No guide to the identification of watermarks can claim to be as comprehensive as the Handbuch der Wasserzeichenkunde (Leipzig, 1962: reprinted 1983), written by Karl Theodor Weiss and revised by his son, Wisso, after his father died in 1945. It is a pioneering attempt to set standards for watermark research and to educate researchers in the rudiments of actual papermaking. Karl Theodor Weiss realized that it would be futile to study watermarks without understanding their origins and function, without knowing how paper moulds were made, how the watermark designs were fashioned with twisted wire fixed on the surface of the moulds, and how the translucent outlines they imparted to sheets of paper should be viewed in relation to entire sheets of paper.
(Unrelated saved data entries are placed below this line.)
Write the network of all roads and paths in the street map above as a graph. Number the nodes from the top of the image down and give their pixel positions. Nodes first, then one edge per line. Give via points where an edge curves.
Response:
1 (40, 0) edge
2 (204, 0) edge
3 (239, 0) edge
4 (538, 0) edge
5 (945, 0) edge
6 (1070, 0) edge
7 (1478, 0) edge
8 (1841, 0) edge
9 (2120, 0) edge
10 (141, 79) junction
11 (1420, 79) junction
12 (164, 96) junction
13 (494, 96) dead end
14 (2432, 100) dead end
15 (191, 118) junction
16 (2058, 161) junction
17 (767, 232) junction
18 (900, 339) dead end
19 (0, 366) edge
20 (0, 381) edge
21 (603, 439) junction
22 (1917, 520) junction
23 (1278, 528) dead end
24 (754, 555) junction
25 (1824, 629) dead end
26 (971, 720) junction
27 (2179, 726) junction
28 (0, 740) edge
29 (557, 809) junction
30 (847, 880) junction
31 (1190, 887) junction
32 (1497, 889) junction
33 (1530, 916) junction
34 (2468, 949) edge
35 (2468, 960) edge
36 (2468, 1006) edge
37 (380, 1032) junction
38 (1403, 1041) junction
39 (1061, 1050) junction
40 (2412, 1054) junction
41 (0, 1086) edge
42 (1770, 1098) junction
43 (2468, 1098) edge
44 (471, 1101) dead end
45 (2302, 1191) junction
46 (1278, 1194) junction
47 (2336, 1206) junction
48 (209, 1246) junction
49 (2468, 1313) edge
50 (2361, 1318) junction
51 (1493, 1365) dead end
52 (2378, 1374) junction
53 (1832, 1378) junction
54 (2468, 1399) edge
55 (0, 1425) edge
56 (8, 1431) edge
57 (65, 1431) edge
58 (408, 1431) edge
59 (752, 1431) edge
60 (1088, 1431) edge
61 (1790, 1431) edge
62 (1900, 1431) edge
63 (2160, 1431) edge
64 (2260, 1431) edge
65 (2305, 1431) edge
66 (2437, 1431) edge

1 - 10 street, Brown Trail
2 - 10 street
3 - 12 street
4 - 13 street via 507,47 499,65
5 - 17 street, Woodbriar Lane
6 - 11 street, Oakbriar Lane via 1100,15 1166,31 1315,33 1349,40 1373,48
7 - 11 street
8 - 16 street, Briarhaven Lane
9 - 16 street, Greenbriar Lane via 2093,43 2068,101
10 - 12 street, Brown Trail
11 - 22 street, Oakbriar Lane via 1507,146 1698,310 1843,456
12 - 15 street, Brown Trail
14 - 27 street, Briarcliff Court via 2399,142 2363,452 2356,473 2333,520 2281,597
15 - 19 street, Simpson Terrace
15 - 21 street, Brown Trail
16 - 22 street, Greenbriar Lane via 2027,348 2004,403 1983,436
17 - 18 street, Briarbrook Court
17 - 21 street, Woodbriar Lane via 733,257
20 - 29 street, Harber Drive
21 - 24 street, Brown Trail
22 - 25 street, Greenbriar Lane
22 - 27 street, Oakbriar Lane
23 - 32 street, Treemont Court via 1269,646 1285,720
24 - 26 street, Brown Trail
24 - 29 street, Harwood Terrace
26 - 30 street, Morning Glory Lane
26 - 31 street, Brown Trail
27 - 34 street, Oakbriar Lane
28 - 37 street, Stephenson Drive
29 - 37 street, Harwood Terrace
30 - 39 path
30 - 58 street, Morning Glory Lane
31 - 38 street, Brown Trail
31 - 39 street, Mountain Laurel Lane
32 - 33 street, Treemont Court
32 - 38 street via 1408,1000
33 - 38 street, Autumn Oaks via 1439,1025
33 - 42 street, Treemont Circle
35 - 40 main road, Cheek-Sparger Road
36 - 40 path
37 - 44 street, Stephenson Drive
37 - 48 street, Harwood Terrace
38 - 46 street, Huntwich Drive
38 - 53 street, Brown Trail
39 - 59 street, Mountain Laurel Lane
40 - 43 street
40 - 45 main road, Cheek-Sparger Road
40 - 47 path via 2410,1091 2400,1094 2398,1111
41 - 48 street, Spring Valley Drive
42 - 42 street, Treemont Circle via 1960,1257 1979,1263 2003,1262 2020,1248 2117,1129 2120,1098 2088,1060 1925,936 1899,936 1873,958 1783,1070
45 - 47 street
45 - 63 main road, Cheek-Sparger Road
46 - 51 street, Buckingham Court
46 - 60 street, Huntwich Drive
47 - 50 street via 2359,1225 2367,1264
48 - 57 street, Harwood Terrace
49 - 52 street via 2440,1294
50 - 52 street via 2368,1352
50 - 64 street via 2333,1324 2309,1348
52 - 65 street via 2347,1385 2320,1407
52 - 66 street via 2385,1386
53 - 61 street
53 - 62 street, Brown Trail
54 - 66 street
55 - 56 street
He was the first to forewarn researchers that variant watermarks are likely to be twins, since papermakers handled pairs of moulds during a stint at the vat. Weiss’s recommendations for recording watermarks were already obsolete when the Handbuch appeared because he had been unable to complete his work and because its publication had been delayed for many years. Although updated by Wisso Weiss, the Handbuch had the misfortune to follow shortly after Allan Stevenson’s Observations on Paper as Evidence (Lawrence, KS. 1961) and J.S.G. Simmons’s report on "The Leningrad Method of Watermark Reproduction’. (BC, 10, 1961), which promised a practical means of applying Stevenson’s more refined techniques.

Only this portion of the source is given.